Saved data entries:
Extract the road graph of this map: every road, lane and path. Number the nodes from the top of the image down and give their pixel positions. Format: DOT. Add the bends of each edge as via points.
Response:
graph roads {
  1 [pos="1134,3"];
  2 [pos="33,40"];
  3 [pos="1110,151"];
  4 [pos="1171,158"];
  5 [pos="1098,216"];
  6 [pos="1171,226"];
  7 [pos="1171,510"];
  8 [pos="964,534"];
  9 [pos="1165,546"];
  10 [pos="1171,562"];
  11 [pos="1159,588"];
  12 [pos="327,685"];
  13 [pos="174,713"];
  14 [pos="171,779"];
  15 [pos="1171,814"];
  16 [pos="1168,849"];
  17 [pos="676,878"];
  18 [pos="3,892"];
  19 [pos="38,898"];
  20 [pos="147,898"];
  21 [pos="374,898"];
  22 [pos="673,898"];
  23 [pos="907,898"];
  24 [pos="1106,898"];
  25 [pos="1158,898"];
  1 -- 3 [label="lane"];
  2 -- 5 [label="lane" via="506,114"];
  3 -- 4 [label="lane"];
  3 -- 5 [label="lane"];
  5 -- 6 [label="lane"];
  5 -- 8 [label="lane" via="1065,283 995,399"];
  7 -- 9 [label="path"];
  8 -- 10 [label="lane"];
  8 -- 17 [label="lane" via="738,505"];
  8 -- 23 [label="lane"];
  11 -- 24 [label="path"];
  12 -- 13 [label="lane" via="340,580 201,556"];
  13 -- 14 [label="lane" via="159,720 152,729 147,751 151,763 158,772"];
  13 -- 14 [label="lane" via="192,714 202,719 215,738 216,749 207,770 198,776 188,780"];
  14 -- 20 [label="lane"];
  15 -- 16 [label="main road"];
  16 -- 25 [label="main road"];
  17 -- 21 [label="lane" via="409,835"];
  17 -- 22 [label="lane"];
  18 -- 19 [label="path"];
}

* _Exercise_:
Print each record word for word.

* _Problem solution_:
Extract the road graph of this map: every road, lane and path. Number the nodes from the top of the image down and give their pixel positions. Format: DOT. Add the bends of each edge as via points.
Response:
graph roads {
  1 [pos="1134,3"];
  2 [pos="33,40"];
  3 [pos="1110,151"];
  4 [pos="1171,158"];
  5 [pos="1098,216"];
  6 [pos="1171,226"];
  7 [pos="1171,510"];
  8 [pos="964,534"];
  9 [pos="1165,546"];
  10 [pos="1171,562"];
  11 [pos="1159,588"];
  12 [pos="327,685"];
  13 [pos="174,713"];
  14 [pos="171,779"];
  15 [pos="1171,814"];
  16 [pos="1168,849"];
  17 [pos="676,878"];
  18 [pos="3,892"];
  19 [pos="38,898"];
  20 [pos="147,898"];
  21 [pos="374,898"];
  22 [pos="673,898"];
  23 [pos="907,898"];
  24 [pos="1106,898"];
  25 [pos="1158,898"];
  1 -- 3 [label="lane"];
  2 -- 5 [label="lane" via="506,114"];
  3 -- 4 [label="lane"];
  3 -- 5 [label="lane"];
  5 -- 6 [label="lane"];
  5 -- 8 [label="lane" via="1065,283 995,399"];
  7 -- 9 [label="path"];
  8 -- 10 [label="lane"];
  8 -- 17 [label="lane" via="738,505"];
  8 -- 23 [label="lane"];
  11 -- 24 [label="path"];
  12 -- 13 [label="lane" via="340,580 201,556"];
  13 -- 14 [label="lane" via="159,720 152,729 147,751 151,763 158,772"];
  13 -- 14 [label="lane" via="192,714 202,719 215,738 216,749 207,770 198,776 188,780"];
  14 -- 20 [label="lane"];
  15 -- 16 [label="main road"];
  16 -- 25 [label="main road"];
  17 -- 21 [label="lane" via="409,835"];
  17 -- 22 [label="lane"];
  18 -- 19 [label="path"];
}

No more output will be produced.